If the mentally ill 'mustn't own guns,' what about 'trans' people?

The timing of the tragic Nashville shooting, in which a MUSS (Made-Up Sexual Status, AKA "transgender") individual killed six at a Christian school, is a bit odd.  National Public Radio had just recently done a piece on how MUSS and other "LGBTQ" people are buying guns because, the story goes, they believe they're imperiled by conservatives.  As one sexual devolutionary NPR quoted put it,

If the world is dangerous, then you have to be dangerous back, and that very much has pushed me into where I am now.

As for what pushed 28-year-old Audrey Hale into opening fire Monday at The Covenant School, which she once attended, the media largely pretend to have no clue.  They don't want you to have one, either.  This is why, shamelessly, they often hide Hale's MUSS status and instead focus on guns.  Here's how brazen it is, too:

With jihadist-like zeal and as a rule, the media will use a MUSS individual's "preferred pronouns" and chosen opposite-sex name and seek to "cancel" anyone not following suit.  Yet now they not only happily "deadname" Hale, but identify her as a "female suspect" or "female shooter" and reference her using feminine pronouns.

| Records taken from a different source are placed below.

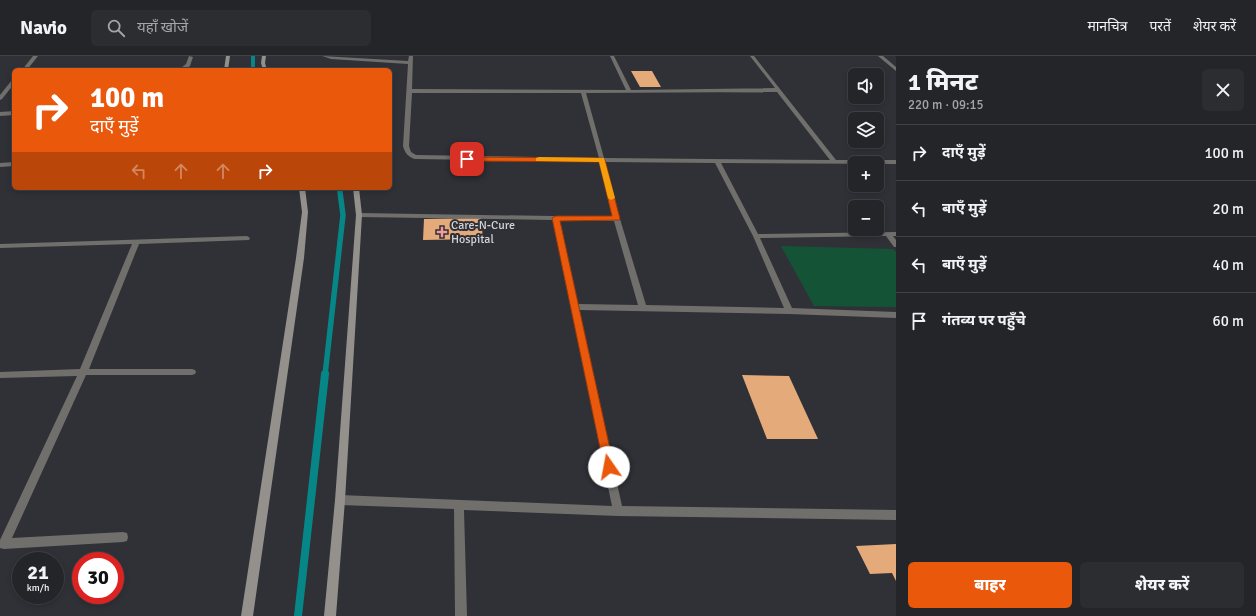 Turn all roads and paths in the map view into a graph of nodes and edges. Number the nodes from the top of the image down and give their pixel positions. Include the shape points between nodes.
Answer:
1 (36, 56) edge
2 (228, 56) edge
3 (264, 56) edge
4 (324, 56) edge
5 (411, 56) edge
6 (612, 56) edge
7 (752, 56) edge
8 (880, 56) edge
9 (191, 57) dead end
10 (410, 63) junction
11 (26, 68) edge
12 (182, 68) edge
13 (226, 68) edge
14 (264, 68) edge
15 (896, 70) edge
16 (12, 83) edge
17 (778, 90) junction
18 (410, 91) junction
19 (583, 92) junction
20 (629, 92) junction
21 (0, 98) edge
22 (12, 113) edge
23 (0, 114) edge
24 (602, 160) junction
25 (717, 161) junction
26 (834, 161) junction
27 (896, 162) edge
28 (12, 164) edge
29 (0, 165) edge
30 (302, 190) edge
31 (356, 190) edge
32 (359, 215) junction
33 (556, 218) junction
34 (616, 219) junction
35 (888, 234) junction
36 (896, 234) edge
37 (756, 236) junction
38 (247, 238) dead end
39 (136, 242) junction
40 (896, 245) edge
41 (0, 246) edge
42 (575, 306) junction
43 (643, 308) junction
44 (790, 311) junction
45 (896, 316) edge
46 (82, 372) junction
47 (192, 372) dead end
48 (0, 375) edge
49 (340, 500) junction
50 (459, 505) junction
51 (618, 511) junction
52 (896, 515) edge
53 (123, 537) dead end
54 (2, 544) edge
55 (247, 616) edge
56 (330, 616) edge
57 (461, 616) edge

1 - 11 street
2 - 13 main road
3 - 14 main road
4 - 10 street
5 - 10 street
6 - 20 street
7 - 17 street
8 - 15 street
9 - 12 street via 188,66
10 - 18 street
16 - 21 street
17 - 20 street
17 - 26 street
18 - 19 street
18 - 24 street via 406,146 410,156
19 - 20 street
19 - 24 street
22 - 23 street
24 - 25 street
24 - 34 street
25 - 26 street
25 - 37 street
26 - 27 street
28 - 29 street
30 - 55 main road via 305,212 300,258
31 - 32 main road
32 - 33 street
32 - 49 main road
33 - 34 street
33 - 42 street
34 - 43 street
35 - 36 street
35 - 37 street
35 - 40 street
37 - 44 street
38 - 39 street
39 - 41 street
39 - 46 street
42 - 43 street
42 - 51 street
43 - 44 street
44 - 45 street
46 - 47 street
46 - 48 street
46 - 54 street via 74,394
49 - 50 street
49 - 56 main road
50 - 51 street
50 - 57 street
51 - 52 street
53 - 54 street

Newsweek did this, making no mention whatsoever of Hale's MUSS status.  Metro at least noted that the woman "identified as transgender," though it still used feminine pronouns even though the killer had embraced he/him ones.  (The deadnaming is perhaps understandable, as reports that Hale was going by the first name "Aiden" are unconfirmed.)  I mean, you'd almost think these articles were written by Selwyn Duke — except for one thing:

The media hide Hale's MUSS status because, if they didn't, you just might suspect the shooting could've been an anti-Christian hate crime.


YouTube screen grab.

Second, it might occur to some people that maybe, just perhaps, society has more to fear from MUSS individuals than they do from society.

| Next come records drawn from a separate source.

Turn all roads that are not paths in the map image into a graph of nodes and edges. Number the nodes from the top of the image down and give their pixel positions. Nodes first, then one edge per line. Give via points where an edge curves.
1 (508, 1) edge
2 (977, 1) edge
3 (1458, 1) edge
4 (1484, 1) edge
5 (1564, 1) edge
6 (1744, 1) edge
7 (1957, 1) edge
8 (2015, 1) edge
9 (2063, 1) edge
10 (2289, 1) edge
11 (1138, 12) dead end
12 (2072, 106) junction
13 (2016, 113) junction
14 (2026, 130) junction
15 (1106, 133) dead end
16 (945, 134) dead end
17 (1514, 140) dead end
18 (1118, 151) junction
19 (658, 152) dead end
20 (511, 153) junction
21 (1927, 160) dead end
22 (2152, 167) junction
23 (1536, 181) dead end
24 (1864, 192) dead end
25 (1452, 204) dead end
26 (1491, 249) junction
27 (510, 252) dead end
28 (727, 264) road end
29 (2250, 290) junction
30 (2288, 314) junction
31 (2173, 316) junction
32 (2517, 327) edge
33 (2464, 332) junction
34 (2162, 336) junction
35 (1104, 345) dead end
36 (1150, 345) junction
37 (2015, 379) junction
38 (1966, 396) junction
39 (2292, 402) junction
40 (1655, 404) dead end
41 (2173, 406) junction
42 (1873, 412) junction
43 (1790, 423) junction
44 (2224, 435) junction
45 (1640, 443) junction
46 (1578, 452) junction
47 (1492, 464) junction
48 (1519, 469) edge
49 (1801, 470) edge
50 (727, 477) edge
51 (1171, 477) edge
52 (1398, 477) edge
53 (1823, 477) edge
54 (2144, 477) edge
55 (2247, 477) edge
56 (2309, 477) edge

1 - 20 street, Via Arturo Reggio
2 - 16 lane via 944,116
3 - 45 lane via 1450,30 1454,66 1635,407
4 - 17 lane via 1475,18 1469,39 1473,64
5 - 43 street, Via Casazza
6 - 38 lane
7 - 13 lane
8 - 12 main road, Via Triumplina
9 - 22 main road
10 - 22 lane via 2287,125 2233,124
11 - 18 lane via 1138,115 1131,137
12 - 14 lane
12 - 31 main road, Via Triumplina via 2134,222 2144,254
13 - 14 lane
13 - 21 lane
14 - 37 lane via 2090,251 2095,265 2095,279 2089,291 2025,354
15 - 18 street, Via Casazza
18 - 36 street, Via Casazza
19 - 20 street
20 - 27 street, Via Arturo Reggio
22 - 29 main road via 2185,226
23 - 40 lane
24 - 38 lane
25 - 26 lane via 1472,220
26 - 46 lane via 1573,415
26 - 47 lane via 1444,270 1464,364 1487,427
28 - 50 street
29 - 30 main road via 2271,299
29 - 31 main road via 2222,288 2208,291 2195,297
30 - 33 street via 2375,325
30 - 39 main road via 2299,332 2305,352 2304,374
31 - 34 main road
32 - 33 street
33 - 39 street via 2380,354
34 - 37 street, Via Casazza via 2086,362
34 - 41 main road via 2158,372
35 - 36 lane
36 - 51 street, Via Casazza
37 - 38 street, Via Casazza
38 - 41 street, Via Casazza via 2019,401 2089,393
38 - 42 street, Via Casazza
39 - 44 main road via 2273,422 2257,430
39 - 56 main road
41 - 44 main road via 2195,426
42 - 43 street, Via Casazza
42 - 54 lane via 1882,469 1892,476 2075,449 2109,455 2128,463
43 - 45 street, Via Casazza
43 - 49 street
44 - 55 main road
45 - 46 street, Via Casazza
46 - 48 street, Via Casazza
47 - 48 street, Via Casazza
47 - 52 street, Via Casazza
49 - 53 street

This is reality, too.  Contrary to media myth, and as I reported in 2020, studies have shown that MUSS individuals are less likely to be murdered than normal people are and are more likely to kill than be killed.  (They're also overrepresented among pedophiles.)  This raises a question, given "Red Flag" laws' popularity:

Do we need Rainbow Flag laws?

For the record, I'm skeptical of such legislation, to say the least, and know that removal of Second Amendment rights is not the real remedy for crime.  The issue, though, is hypocrisy.

Red Flag laws have been sold with the idea that guns "must be kept from the mentally ill's hands."  We've heard this continually.  Yet how, then, does it make sense giving a whole category of mentally ill individuals a special dispensation from this prohibition by reclassifying their psychological disorder as an "identity" or "lifestyle choice"?

As I've pointed out for years, the MUSS phenomenon is not a biological matter requiring a biological remedy; rather, it results from serious psychological issues.  Audrey Hale isn't the first MUSS mass shooter, either.  WND cited other examples in 2019 and, quoting a report by website National Justice, related that MUSS individuals' "small population is well represented among murderers, serial killers and pedophiles."

Personally speaking, I cannot think of another group with so many hostile, unstable members.  Coming to mind is the MUSS individual who stated, after I wrote an article criticizing the MUSS agenda, that he wanted "my head on a platter."  Then there was the 2015 Dr. Drew program incident in which Robert Tur (AKA "Zoey" Tur), a large, muscular man in a dress, grabbed commentator Ben Shapiro's neck and threatened to send him "home in an ambulance" (video below).

When was the last time you saw someone threaten this kind of violence during a political/social discussion?

Such behavior is hardly unfathomable.  MUSS individuals are very troubled, generally unhappy people uncomfortable in their own skin.  And the lie they're living — that they can be the opposite sex — is so grand and fragile that Truth's slightest utterance can burst their bubble.  This can be enraging.  They may externalize, too, attributing their unhappiness to others' failure to affirm their delusion.  They then may lash out at those they believe are making them miserable.

There also are the drugs MUSS individuals often take.  Given the studies indicating that steroid use can cause increased aggression, one could wonder: was Hale on testosterone?

Hormones are powerful substances.  How does putting people on a cross-sex hormone regimen, along with perhaps other drugs, affect their mentality?  Is giving an already disturbed individual a cocktail of medications designed to induce opposite-sex physical changes really a good idea?

The bottom line, however, concerns whether we're serious about keeping guns out of the mentally ill's hands.  If so, then "mentally ill" mustn't be defined based on political will.